Also, when you add up the PTC and the interest rate/MACRS deductions, about 2/3 of the installed cost of the wind farms will be "paid" via the lack of taxes paid to the Federal govt for these subsidies. Since ONLY the really really rich can use these credits, this represents a net transfer of $12 billion from "everybody" to the upper 2% of the income distribution. Talk about financial perversion....and due to the way these wind companies are structured, it is virtually impossible to buy stock in these wind farms. The best that can be done is to buy stock in companies like Florida Power & Light (FPL), which also has that aptly named "Turkey Point" nuke complex, Fuel oil or "Orimulsion" - a bitumen water emulsion (http://en.wikipedia.org/wiki/Orimulsion) - Venezuelan crude oil burning power plants, some coal and natural gas burners. It's like 1 part wind and 10 parts yuck for their power generation mix. If you wanted to invest your money just is wind farms and thus "vote with your dollars", this is extremely difficult.
Nb41
VERY good point that the numerator is generation and that is an annual total while the denominator is the end of year total MW.
I would have missed that point !
Alan
Alan,
No problem.
BTW, care to do a posting on a "midwest battery" pumped water storage for massive wind, say, centered around Minnesota/North D/South D and Chicago (as the main load center) with me? If so, zap me a line at Tantalum73 at verizon.net. I am very familiar with the preferred water source and the hills/cliffs for this. It turns out this region has ground so hard and impervious, it probably won't even need an asphalt/PE liner to keep the water from leaking out.
Nb41
I have already marked the generic area as a potential pumped storage node.
Add the 4 GW or so of new hydropower that ManitobaHydro is trying to sell (plus existing hydro) and some interesting strategies develop.
Especially when wind peaks at the same time that hydroelectric fuel remains in solid form (that is wind reduces reservoir drawdown during the winter).
I will drop you a note soon.
Best Hopes,
Alan
As I said, in my calculation, end of year is not end of year capacity, it is average capacity.
In my calculation, the numerator is annual production, the dominator is the average of the December 31 capacity of the prior year and the December 31 capacity of the current year.

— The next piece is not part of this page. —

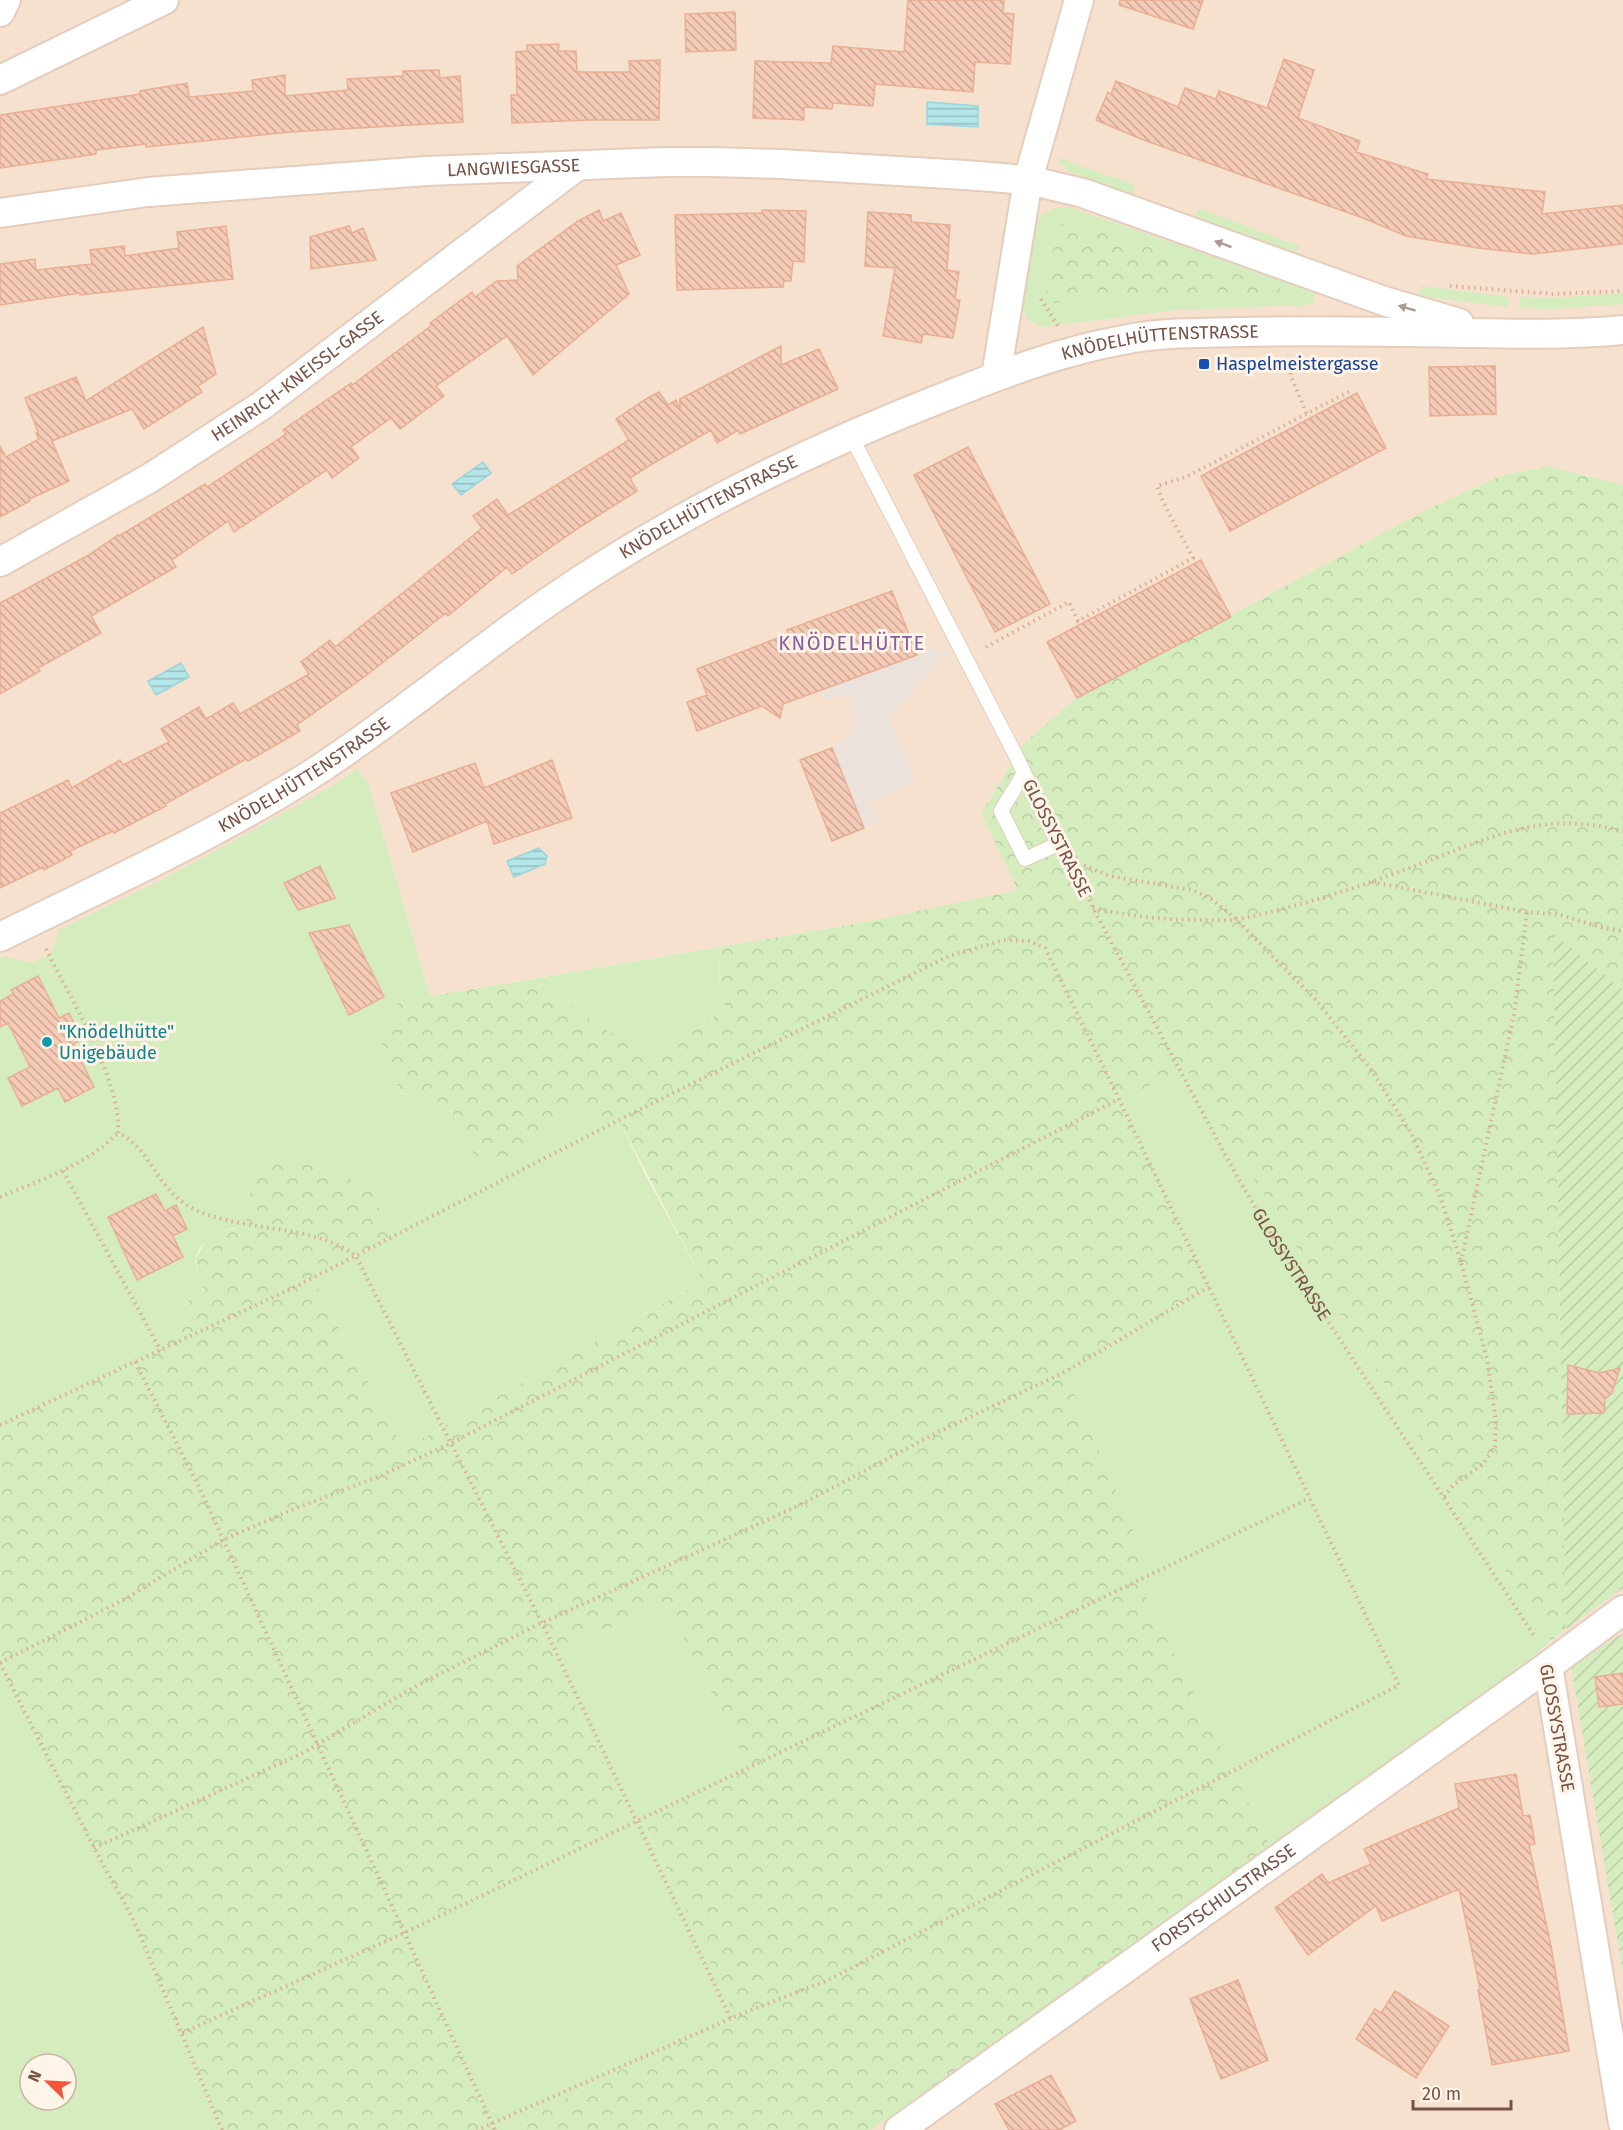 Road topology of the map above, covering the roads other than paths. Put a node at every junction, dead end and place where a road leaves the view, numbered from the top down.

So I have pretty much taken out the growth distortion.
All of the complexities of how these purchases are structured, as you say, transfers subsidies to a particular subset of the population. There is a belief that these complex financial structures will stay together in the years ahead. But I wonder what multiple bankruptcies will do--will everything hang together as planned, or will here be changes we hadn't considered? What happens if replacement parts are not available, and the wind turbine is no longer operable, or is out or operation for very long periods?
I know I was reading recently that much of the new financing is being delayed, because all of the players want to make sure they are not the odd man out when bankruptcy occurs, but not all of the government rules regarding new programs have been defined.
I think electric power generation technologies get more attention than they deserve. Our chief energy problem is a dwindling supply of liquid hydrocarbon fuel. We need substitutes for how we use energy. Our biggest problem is the transportation sector's overwhelming reliance on liquid hydrocarbon fuels. We need to focus on efforts to develop and implement ways to use (quite plentiful) electric power for transportation.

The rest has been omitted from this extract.